Dopo la morte della sedicenne Isabel Desireè Porco, il commento di Caterina Perri, Fondatrice di “Antigone – Siamo tutti Serafino”, sulle condizioni della sanità in Calabria


Siamo sul finire di settembre, apprendo una notizia struggente; è morta Isabel Desireè Porco, avrà 16 anni per sempre.
Cerco elementi sul web, sento di dover indagare sulla sua storia. Mi appare subito una sua foto. Isabel Desireè è una ragazza prorompente, forte, dal viso avvenente. È morta il 18 settembre, ma nonostante io sia attenta alla cronaca sanitaria, lo apprendo dopo giorni. Temo che, forse, la collettività, noi tutti, corriamo il rischio di un appiattimento; che queste tragedie diventino normalità.
Per questo approfondisco la vicenda e apprendo che di Isabel Desireè i giornali hanno parlato. La ragazza si sente male, ha gambe e braccia bloccate. Si trova nella sua scuola a Rende, la raggiunge sua sorella.

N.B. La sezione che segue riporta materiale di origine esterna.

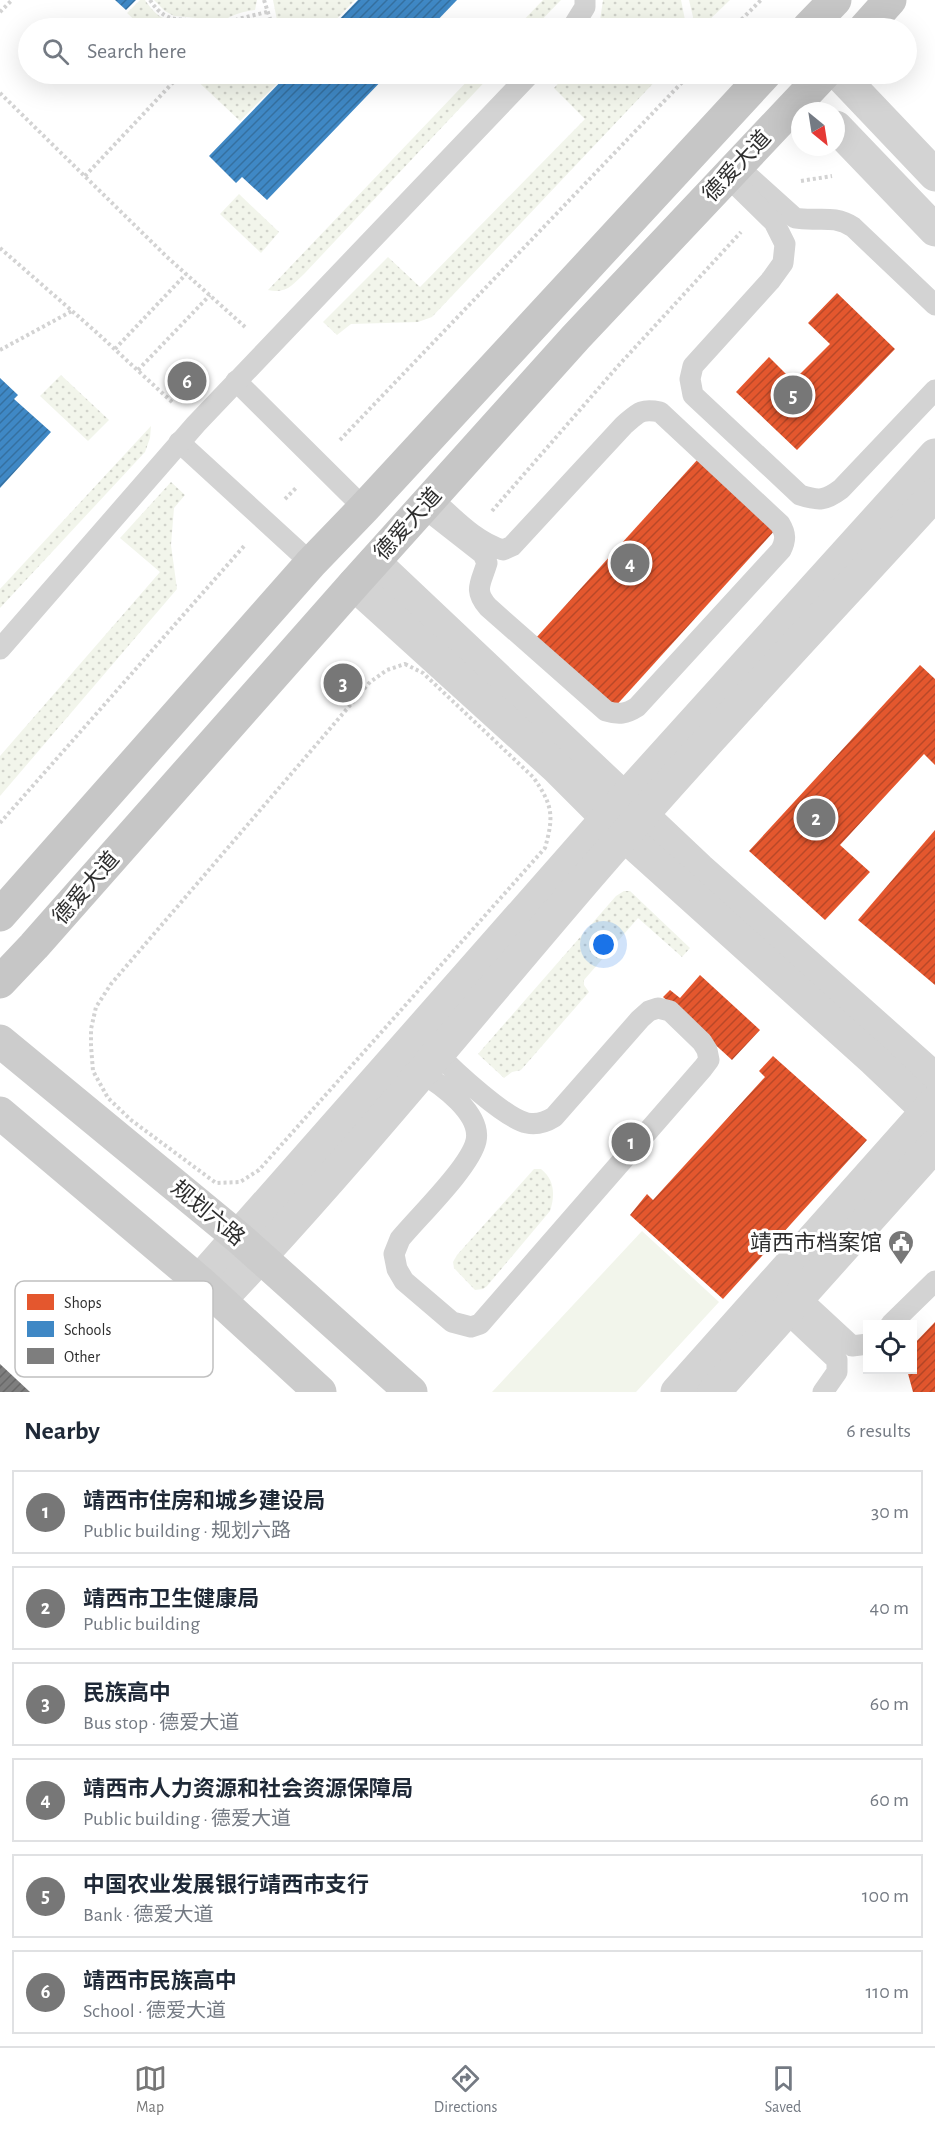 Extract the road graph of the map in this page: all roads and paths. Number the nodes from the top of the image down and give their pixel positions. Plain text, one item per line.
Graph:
1 (11, 0) edge
2 (150, 0) edge
3 (264, 0) edge
4 (585, 0) edge
5 (761, 0) edge
6 (835, 0) edge
7 (890, 0) edge
8 (0, 12) edge
9 (267, 12) junction
10 (170, 18) edge
11 (242, 18) edge
12 (269, 18) edge
13 (578, 18) edge
14 (743, 18) edge
15 (818, 18) edge
16 (874, 18) edge
17 (171, 84) edge
18 (520, 84) edge
19 (756, 84) edge
20 (849, 84) edge
21 (0, 93) edge
22 (816, 93) edge
23 (845, 136) edge
24 (732, 171) junction
25 (935, 175) edge
26 (85, 176) junction
27 (842, 176) dead end
28 (767, 204) junction
29 (935, 230) edge
30 (0, 248) edge
31 (186, 274) junction
32 (210, 295) junction
33 (935, 305) edge
34 (72, 311) junction
35 (268, 347) junction
36 (115, 349) junction
37 (0, 350) edge
38 (138, 371) junction
39 (236, 381) junction
40 (935, 390) edge
41 (196, 424) junction
42 (179, 442) junction
43 (935, 455) edge
44 (935, 494) edge
45 (428, 503) junction
46 (364, 508) junction
47 (472, 534) junction
48 (311, 563) junction
49 (364, 573) junction
50 (0, 649) edge
51 (624, 817) junction
52 (0, 915) edge
53 (0, 982) edge
54 (0, 1041) edge
55 (429, 1064) junction
56 (935, 1079) edge
57 (932, 1110) edge
58 (0, 1113) edge
59 (131, 1120) joint
60 (935, 1145) edge
61 (250, 1247) junction
62 (198, 1281) edge
63 (935, 1281) edge
64 (213, 1288) edge
65 (213, 1294) edge
66 (793, 1304) junction
67 (895, 1320) edge
68 (863, 1345) edge
69 (320, 1392) edge
70 (411, 1392) edge
71 (677, 1392) edge
72 (714, 1392) edge
73 (823, 1392) edge

1 - 8 path
2 - 10 path
3 - 9 path
4 - 13 lane
5 - 14 path
6 - 15 main road
7 - 16 main road
9 - 11 path
9 - 12 path
17 - 26 path
18 - 35 lane
19 - 46 main road, 德爱大道
20 - 25 street
21 - 26 path
22 - 24 main road, 德爱大道
23 - 29 street
24 - 28 lane
24 - 45 main road, 德爱大道
26 - 31 path
27 - 28 path
28 - 33 lane
28 - 40 lane
28 - 47 path
30 - 34 path
31 - 32 path
31 - 36 path
32 - 35 path
32 - 38 path
34 - 36 path
34 - 37 path
35 - 39 lane
36 - 38 path
38 - 41 path
39 - 41 lane
39 - 46 lane
41 - 42 lane
42 - 48 lane
42 - 50 lane
43 - 51 street
44 - 51 street
45 - 47 lane
45 - 47 lane
45 - 49 main road, 德爱大道
46 - 48 main road, 德爱大道
48 - 52 main road, 德爱大道
49 - 51 street
49 - 53 main road, 德爱大道
51 - 55 street
51 - 56 street
51 - 57 street
51 - 61 street
54 - 61 main road, 规划六路
55 - 55 lane
55 - 61 street
57 - 71 street
58 - 62 main road
59 - 59 path
60 - 66 street
61 - 64 street
61 - 70 main road, 规划六路
63 - 67 lane
65 - 69 main road
66 - 68 lane
66 - 72 street
66 - 73 lane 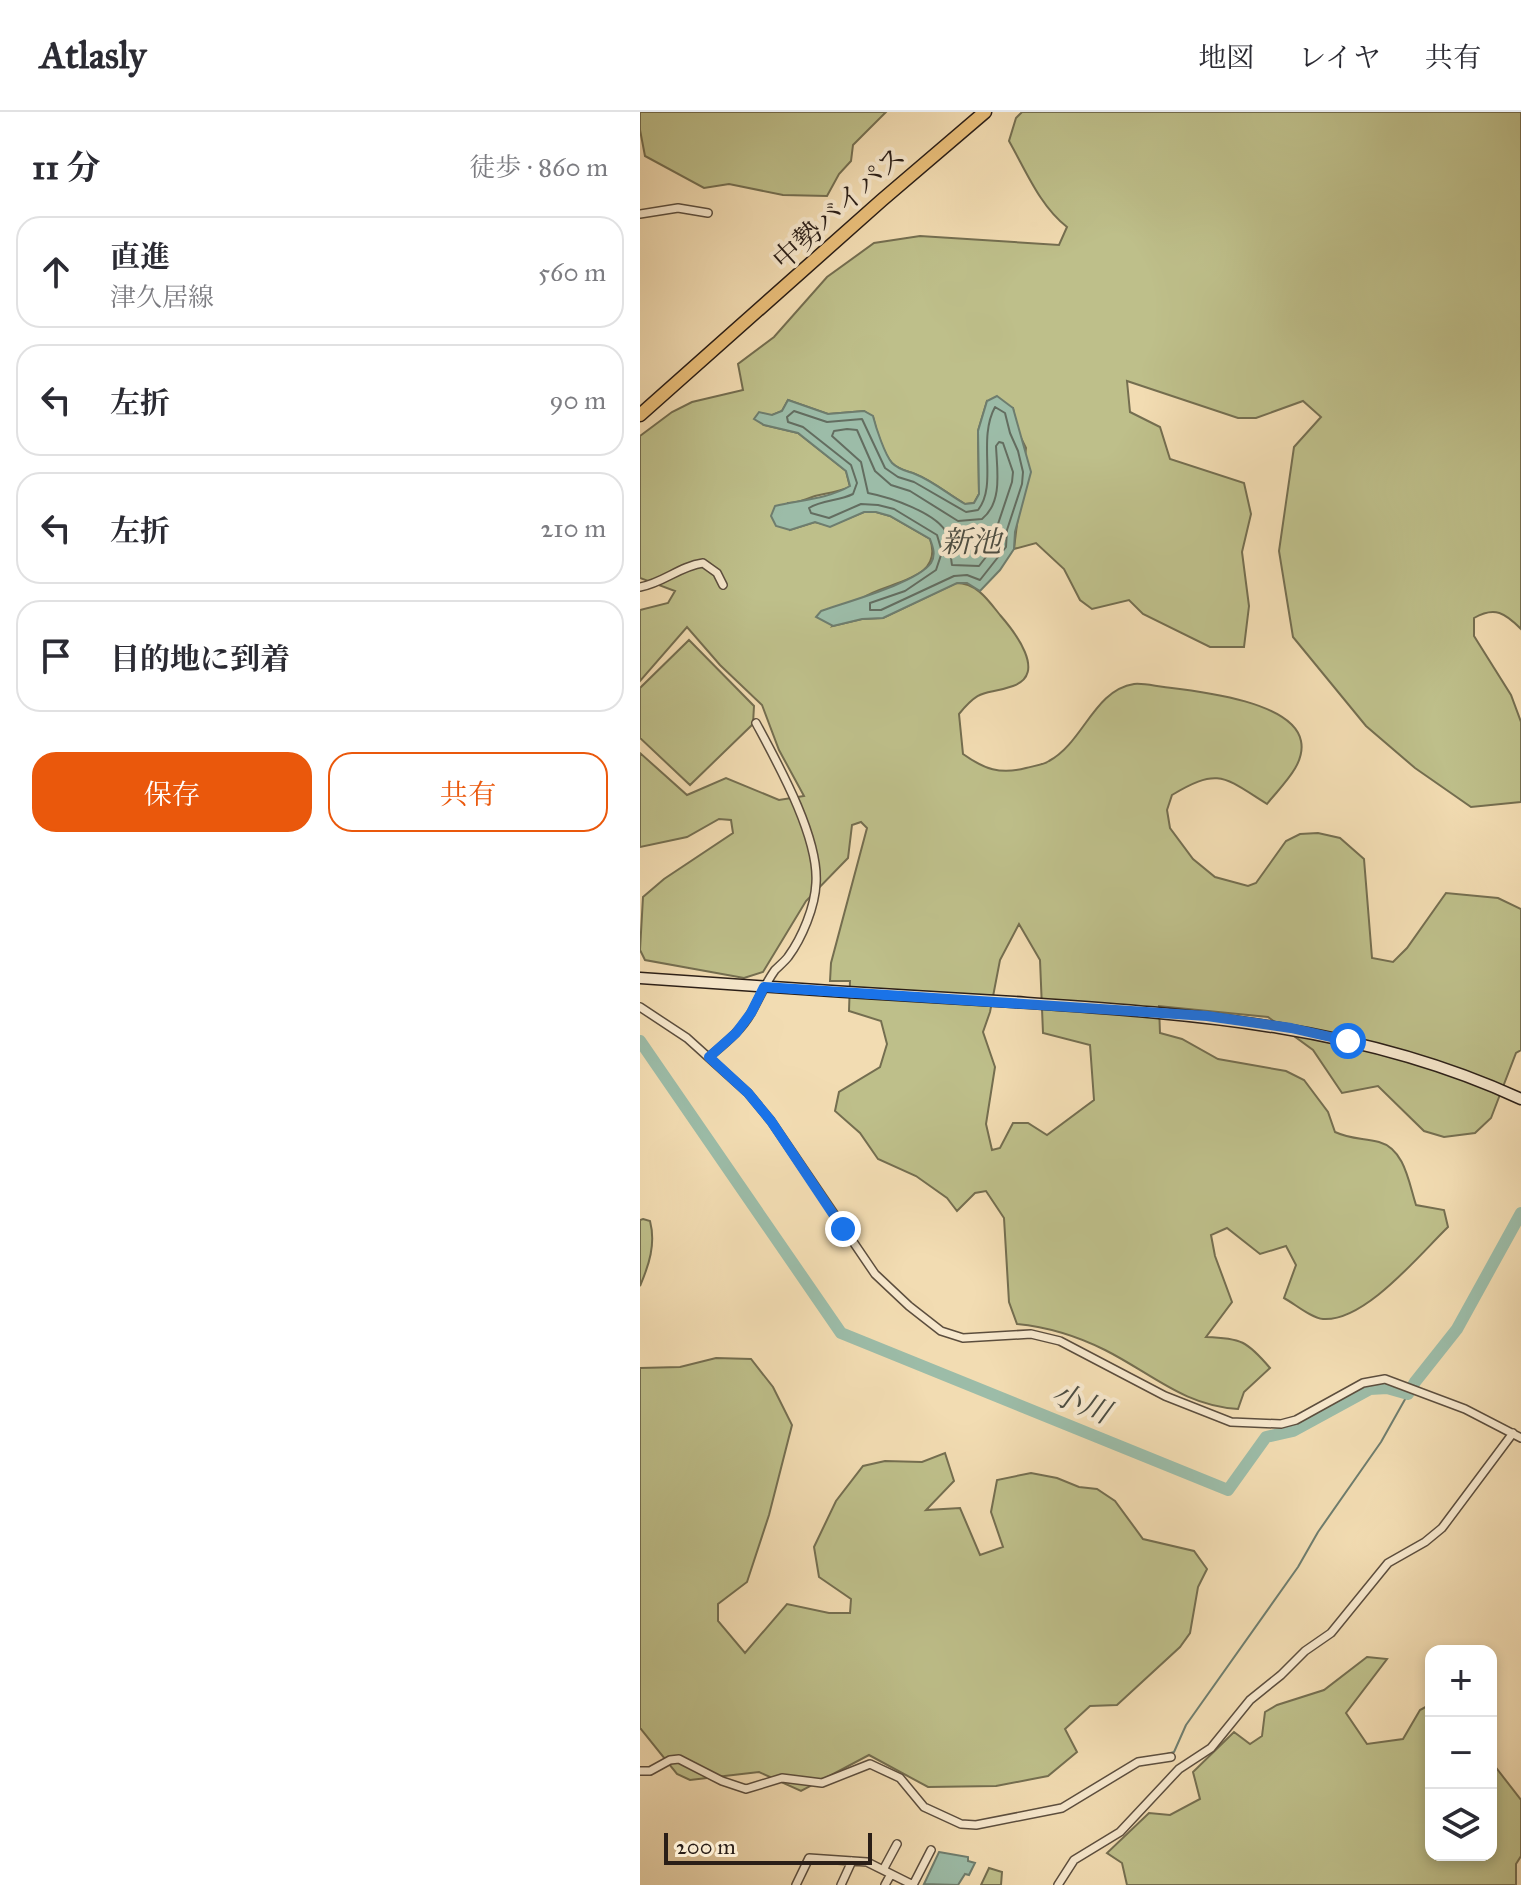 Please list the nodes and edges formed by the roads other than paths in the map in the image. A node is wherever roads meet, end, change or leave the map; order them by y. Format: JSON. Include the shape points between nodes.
{"nodes":[{"id":1,"x":985,"y":112,"type":"edge"},
{"id":2,"x":708,"y":213,"type":"dead end"},
{"id":3,"x":640,"y":214,"type":"edge"},
{"id":4,"x":640,"y":418,"type":"edge"},
{"id":5,"x":723,"y":585,"type":"dead end"},
{"id":6,"x":640,"y":587,"type":"edge"},
{"id":7,"x":756,"y":723,"type":"dead end"},
{"id":8,"x":640,"y":978,"type":"edge"},
{"id":9,"x":764,"y":987,"type":"junction"},
{"id":10,"x":640,"y":1007,"type":"edge"},
{"id":11,"x":709,"y":1057,"type":"junction"},
{"id":12,"x":1521,"y":1099,"type":"edge"},
{"id":13,"x":1513,"y":1433,"type":"junction"},
{"id":14,"x":1521,"y":1438,"type":"edge"},
{"id":15,"x":1171,"y":1757,"type":"dead end"},
{"id":16,"x":640,"y":1771,"type":"edge"},
{"id":17,"x":897,"y":1844,"type":"dead end"},
{"id":18,"x":931,"y":1850,"type":"dead end"},
{"id":19,"x":852,"y":1861,"type":"junction"},
{"id":20,"x":887,"y":1872,"type":"junction"},
{"id":21,"x":796,"y":1885,"type":"edge"},
{"id":22,"x":841,"y":1885,"type":"edge"},
{"id":23,"x":885,"y":1885,"type":"edge"},
{"id":24,"x":1058,"y":1885,"type":"edge"}],
"edges":[{"from":1,"to":4,"type":"highway","name":"中勢バイパス"},
{"from":2,"to":3,"type":"street","via":[[678,208]]},
{"from":5,"to":6,"type":"street","via":[[703,563]]},
{"from":7,"to":9,"type":"street","via":[[809,838],[817,883],[789,956]]},
{"from":8,"to":9,"type":"main road"},
{"from":9,"to":11,"type":"street","via":[[736,1033]]},
{"from":9,"to":12,"type":"main road","via":[[1253,1022],[1400,1055]]},
{"from":10,"to":11,"type":"street"},
{"from":11,"to":13,"type":"street","via":[[771,1121],[875,1274],[941,1331],[963,1338],[1031,1334],[1060,1341],[1165,1396],[1231,1422],[1296,1420],[1373,1380],[1385,1379]]},
{"from":13,"to":14,"type":"street"},
{"from":13,"to":24,"type":"street","via":[[1442,1528],[1388,1563],[1331,1633],[1250,1700],[1211,1748],[1179,1769],[1120,1832],[1074,1860]]},
{"from":15,"to":16,"type":"street","via":[[1138,1762],[1062,1808],[976,1825],[924,1807],[900,1778],[870,1764],[822,1783],[782,1778],[746,1789],[679,1759]]},
{"from":17,"to":20,"type":"street"},
{"from":18,"to":20,"type":"street","via":[[913,1885]]},
{"from":19,"to":20,"type":"street"},
{"from":19,"to":21,"type":"street","via":[[809,1858]]},
{"from":19,"to":22,"type":"street"},
{"from":20,"to":23,"type":"street"}]}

Penso, almeno Isabel Desireè non era da sola in quell’insopportabile frangente. La mia mente è incline ai voli pindarici e al suo divagare mi porta a sentire cosa possa significare, in un momento tragico, avere tua sorella affianco. Lo comprendo bene, sono una sorella anch’io, ma mia sorella è in America … e, parafrasando una celebre canzone di Lucio Dalla si sà che “…l’America è lontana, dall’altra parte della luna…” eh sì, perché vivere in Calabria può vuol dire anche questo, sopportare il peso della lontananza dalle dagli affetti profondi che hanno deciso di lasciare una terra natìa dove era sconveniente restare.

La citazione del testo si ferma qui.